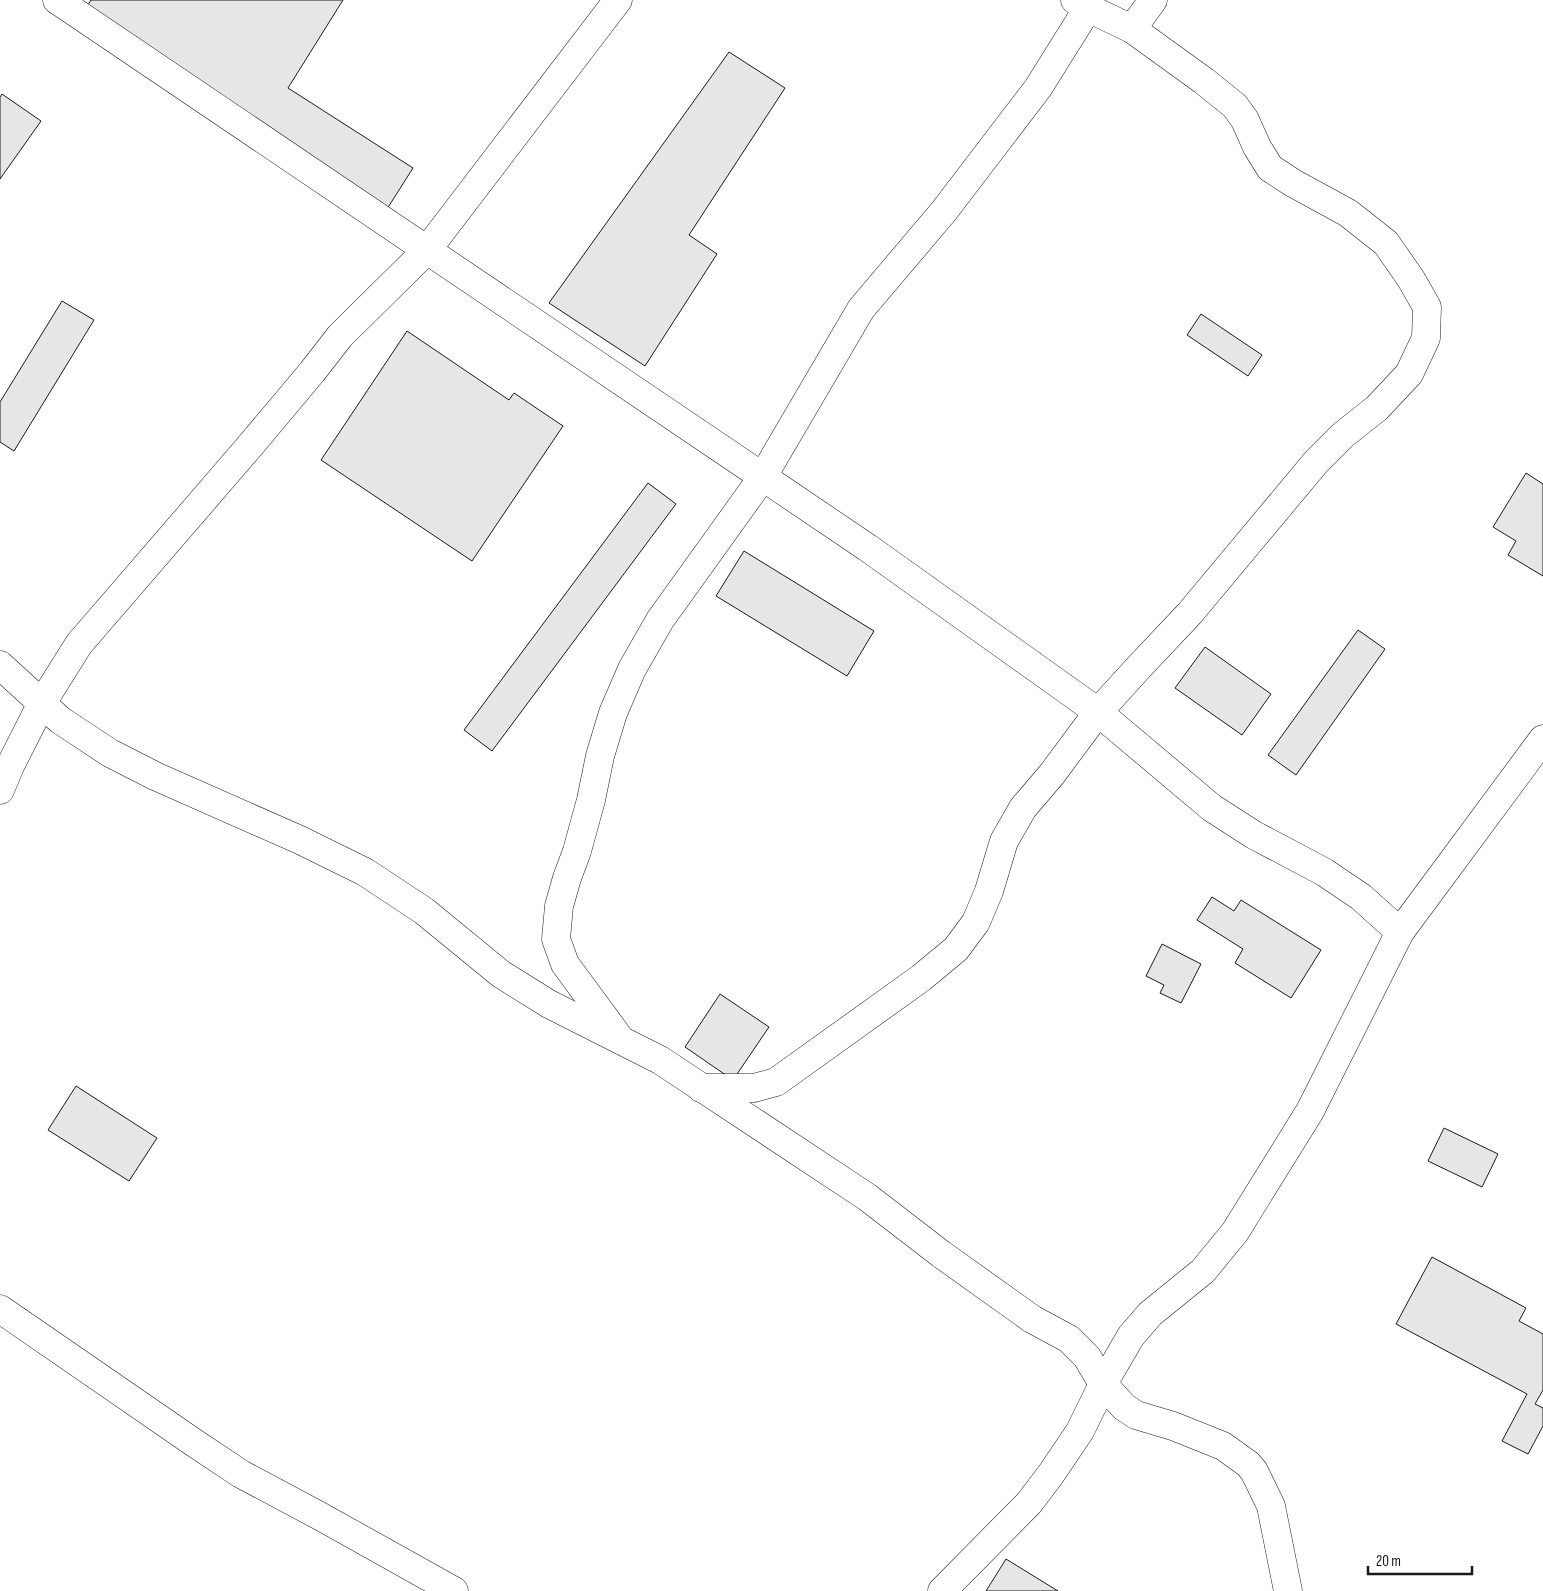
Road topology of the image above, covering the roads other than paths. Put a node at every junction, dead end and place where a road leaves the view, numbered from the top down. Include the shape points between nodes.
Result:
1 (57, 0) edge
2 (618, 0) edge
3 (1154, 0) edge
4 (1082, 4) edge
5 (1132, 29) junction
6 (427, 250) junction
7 (762, 478) junction
8 (0, 665) edge
9 (42, 703) junction
10 (1098, 712) junction
11 (1543, 740) edge
12 (0, 790) edge
13 (1400, 932) junction
14 (622, 1041) junction
15 (701, 1088) junction
16 (0, 1309) edge
17 (1103, 1384) junction
18 (447, 1590) edge
19 (942, 1591) edge
20 (1288, 1591) edge

1 - 6 street
2 - 6 street
3 - 5 street
4 - 5 street
4 - 7 street via 1038,88 944,210 861,308
5 - 10 street via 1235,106 1246,120 1270,168 1348,213 1386,243 1427,307 1426,338 1409,374 1377,408 1316,462 1190,613
6 - 7 street
6 - 9 street via 340,336 250,447 79,644
7 - 10 street via 868,548
7 - 14 street via 660,620 632,668 600,756 591,800 559,906 556,939 565,964
8 - 9 street
9 - 12 street
9 - 14 street via 60,720 155,776 365,872 424,911 501,974 549,1004
10 - 13 street via 1212,808 1254,835 1324,872 1360,897
10 - 15 street via 1023,808 1004,841 976,922 956,949 921,978 776,1082 754,1088
11 - 13 street
13 - 17 street via 1310,1111 1235,1232 1204,1271 1137,1328
14 - 15 street via 660,1060
15 - 17 street via 867,1197 1032,1319 1069,1339 1087,1357
16 - 18 street via 241,1474
17 - 19 street via 1080,1431 1029,1503
17 - 20 street via 1136,1415 1223,1446 1248,1464 1271,1506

## Task prompt
Make an exact copy of the listing above. Its pictures are not needed.

## Response to the exercise
Road topology of the image above, covering the roads other than paths. Put a node at every junction, dead end and place where a road leaves the view, numbered from the top down. Include the shape points between nodes.
Result:
1 (57, 0) edge
2 (618, 0) edge
3 (1154, 0) edge
4 (1082, 4) edge
5 (1132, 29) junction
6 (427, 250) junction
7 (762, 478) junction
8 (0, 665) edge
9 (42, 703) junction
10 (1098, 712) junction
11 (1543, 740) edge
12 (0, 790) edge
13 (1400, 932) junction
14 (622, 1041) junction
15 (701, 1088) junction
16 (0, 1309) edge
17 (1103, 1384) junction
18 (447, 1590) edge
19 (942, 1591) edge
20 (1288, 1591) edge

1 - 6 street
2 - 6 street
3 - 5 street
4 - 5 street
4 - 7 street via 1038,88 944,210 861,308
5 - 10 street via 1235,106 1246,120 1270,168 1348,213 1386,243 1427,307 1426,338 1409,374 1377,408 1316,462 1190,613
6 - 7 street
6 - 9 street via 340,336 250,447 79,644
7 - 10 street via 868,548
7 - 14 street via 660,620 632,668 600,756 591,800 559,906 556,939 565,964
8 - 9 street
9 - 12 street
9 - 14 street via 60,720 155,776 365,872 424,911 501,974 549,1004
10 - 13 street via 1212,808 1254,835 1324,872 1360,897
10 - 15 street via 1023,808 1004,841 976,922 956,949 921,978 776,1082 754,1088
11 - 13 street
13 - 17 street via 1310,1111 1235,1232 1204,1271 1137,1328
14 - 15 street via 660,1060
15 - 17 street via 867,1197 1032,1319 1069,1339 1087,1357
16 - 18 street via 241,1474
17 - 19 street via 1080,1431 1029,1503
17 - 20 street via 1136,1415 1223,1446 1248,1464 1271,1506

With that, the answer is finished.